A cluster of smallpox viruses. Fred Murphy/CDC
This week in Geneva the World Health Organization is expected to decide whether the time has finally come to destroy the last remaining stocks of smallpox virus on the planet.
After a worldwide vaccination campaign led to a declaration in 1979 that smallpox had been eradicated, the virus that causes the illness was confined to two research laboratories — one at the Centers for Disease Control and Prevention in Atlanta and the other one in Russia.
The illness kills nearly a third of people it infects. Survivors are often scarred and many are left blind.

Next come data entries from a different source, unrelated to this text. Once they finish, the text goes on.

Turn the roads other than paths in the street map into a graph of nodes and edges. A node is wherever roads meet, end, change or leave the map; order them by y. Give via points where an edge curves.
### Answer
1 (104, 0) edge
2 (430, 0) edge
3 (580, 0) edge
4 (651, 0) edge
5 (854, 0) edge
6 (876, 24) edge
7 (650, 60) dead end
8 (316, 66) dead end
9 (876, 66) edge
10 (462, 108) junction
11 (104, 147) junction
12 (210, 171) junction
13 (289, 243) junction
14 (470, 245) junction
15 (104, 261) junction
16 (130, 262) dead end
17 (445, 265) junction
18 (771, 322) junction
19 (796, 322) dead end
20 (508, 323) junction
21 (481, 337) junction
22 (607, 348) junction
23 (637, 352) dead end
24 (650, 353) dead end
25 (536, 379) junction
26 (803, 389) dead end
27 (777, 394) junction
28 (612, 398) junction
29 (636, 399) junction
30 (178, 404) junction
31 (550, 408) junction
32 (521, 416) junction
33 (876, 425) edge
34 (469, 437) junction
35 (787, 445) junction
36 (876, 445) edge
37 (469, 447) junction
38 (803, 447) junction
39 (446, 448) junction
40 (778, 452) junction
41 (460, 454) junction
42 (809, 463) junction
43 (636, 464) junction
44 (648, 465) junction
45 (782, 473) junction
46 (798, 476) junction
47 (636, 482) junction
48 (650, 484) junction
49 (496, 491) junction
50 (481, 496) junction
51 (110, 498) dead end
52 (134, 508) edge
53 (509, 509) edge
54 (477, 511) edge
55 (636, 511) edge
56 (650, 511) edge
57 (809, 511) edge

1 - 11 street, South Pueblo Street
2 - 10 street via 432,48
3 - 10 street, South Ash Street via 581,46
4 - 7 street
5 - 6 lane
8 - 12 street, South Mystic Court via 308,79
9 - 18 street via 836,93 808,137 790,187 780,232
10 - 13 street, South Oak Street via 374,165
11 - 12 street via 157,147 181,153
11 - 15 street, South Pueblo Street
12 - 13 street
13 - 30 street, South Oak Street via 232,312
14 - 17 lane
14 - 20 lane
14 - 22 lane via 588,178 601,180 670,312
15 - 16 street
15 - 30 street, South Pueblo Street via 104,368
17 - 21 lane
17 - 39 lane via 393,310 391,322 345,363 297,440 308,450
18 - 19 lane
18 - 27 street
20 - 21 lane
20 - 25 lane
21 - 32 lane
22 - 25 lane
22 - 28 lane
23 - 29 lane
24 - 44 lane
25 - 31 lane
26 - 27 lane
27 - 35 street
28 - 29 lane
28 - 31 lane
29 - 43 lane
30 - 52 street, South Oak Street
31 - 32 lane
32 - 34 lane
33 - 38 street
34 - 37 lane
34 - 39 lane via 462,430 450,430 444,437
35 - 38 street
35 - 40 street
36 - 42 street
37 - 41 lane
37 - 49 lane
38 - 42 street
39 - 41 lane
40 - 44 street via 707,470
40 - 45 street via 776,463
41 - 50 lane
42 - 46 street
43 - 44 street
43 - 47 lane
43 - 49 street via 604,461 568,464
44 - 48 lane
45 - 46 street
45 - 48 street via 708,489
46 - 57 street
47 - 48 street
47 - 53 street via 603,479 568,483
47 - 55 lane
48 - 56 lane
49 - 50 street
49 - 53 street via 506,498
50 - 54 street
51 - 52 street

So why keep even a little bit of smallpox virus around? Health and Human Services Secretary Kathleen Sebelius argued in the International Herald Tribune last month that scientists still need access to the virus to develop new treatments and vaccines against it. One day, she conceded, the virus should be destroyed, but that day isn't here yet.
Destruction of the last securely stored viruses is an irrevocable action that should occur only when the global community has eliminated the threat of smallpox once and for all.
Most people in the world are vulnerable to smallpox infection. Routine vaccination is a thing of the past. And for those who were immunized years ago, the protection, which isn't lifelong, has faded.
But proponents of destruction argue there's no good reason to keep the virus around. Why take even the tiny risk of preserving smallpox when there are alternatives for research?
As Dr. D.A. Henderson, who led the successful WHO eradication program, told the BBC, "At this point the reasons for keeping it are very obscure. Group after group has looked at this and basically said there is no need to retain it."
Even if the World Health Assembly, the WHO group meeting this week, votes for destruction, the BBC says the decision wouldn't legally bind the U.S. and Russia to destroy the virus. (I called CDC to ask about that and will update the post if I get an answer.)